日本を舞台にするファンタジーを作る意味もまたそこにある。お伽話でも、逃げ口の多い西欧ものにしたくないのである。この映画はよくある異世界ものの一亜流と受けとられそうだが、むしろ、昔話に登場する「雀のお宿」や「鼠の御殿」の直系の子孫と考えたい。パラレルワールド等と言わなくとも、私達のご先祖は雀のお宿でしくじったり、鼠の御殿で宴を楽しんだりして来たのだ。
湯婆婆の棲む世界を、擬洋風にするのは、何処かで見たことがあり、夢だか現実だか定かでなくするためだが、同時に、日本の伝統的意匠が多様なイメージの宝庫だからでもある。民俗的空間―物語、伝承、行事、意匠、神ごとから呪術に至るまで―が、どれほど豊かでユニークであるかは、ただ知られていないだけなのである。カチカチ山や桃太郎は、たしかに説得力を失った。しかし、民話風のチンマリした世界に、伝統的なものをすべて詰め込むのは、いかにも貧弱な発想といわねばならない。子供達はハイテクにかこまれ、うすっぺらな工業製品の中でますます根を失っている。私達がどれほど豊かな伝統を持っているか、伝えなければならない。

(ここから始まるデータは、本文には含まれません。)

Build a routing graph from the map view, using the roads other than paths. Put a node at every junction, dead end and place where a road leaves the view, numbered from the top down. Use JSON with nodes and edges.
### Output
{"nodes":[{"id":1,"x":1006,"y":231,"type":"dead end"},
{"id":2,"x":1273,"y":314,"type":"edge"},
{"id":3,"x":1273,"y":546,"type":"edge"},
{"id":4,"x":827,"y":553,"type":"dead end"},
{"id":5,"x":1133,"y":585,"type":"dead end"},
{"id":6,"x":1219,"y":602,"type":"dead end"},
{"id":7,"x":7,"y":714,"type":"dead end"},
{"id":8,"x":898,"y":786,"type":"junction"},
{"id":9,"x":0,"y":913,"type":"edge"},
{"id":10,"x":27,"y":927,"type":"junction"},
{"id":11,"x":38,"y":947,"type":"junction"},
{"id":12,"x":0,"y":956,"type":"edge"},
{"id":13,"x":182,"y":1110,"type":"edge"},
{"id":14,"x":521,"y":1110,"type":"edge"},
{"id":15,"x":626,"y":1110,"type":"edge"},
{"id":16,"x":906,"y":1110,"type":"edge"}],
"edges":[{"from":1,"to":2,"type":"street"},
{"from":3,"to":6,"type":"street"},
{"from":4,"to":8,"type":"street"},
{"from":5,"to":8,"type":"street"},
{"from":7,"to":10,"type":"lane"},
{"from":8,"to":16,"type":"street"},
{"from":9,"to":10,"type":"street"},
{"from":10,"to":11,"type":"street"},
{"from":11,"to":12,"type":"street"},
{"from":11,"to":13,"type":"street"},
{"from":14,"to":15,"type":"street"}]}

伝統的な意匠を、現代に通じる物語に組み込み、色あざやかなモザイクの一片としてはめ込むことで、映画の世界は新鮮な説得力を獲得するのだと思う。それは同時に、私達がこの島国の住人だという事を改めて認識することなのである。
ボーダーレスの時代、よって立つ場所を持たない人間は、もっとも軽んぜられるだろう。場所は過去であり、歴史である。歴史を持たない人間、過去を忘れた民族はまたかげろうのように消えるか、ニワトリになって喰らわれるまで玉子を産みつづけるしかなくなるのだと思う。
観客の10才の女の子達が、本当の自分の願いに出会う作品に、この映画をしたいと思う。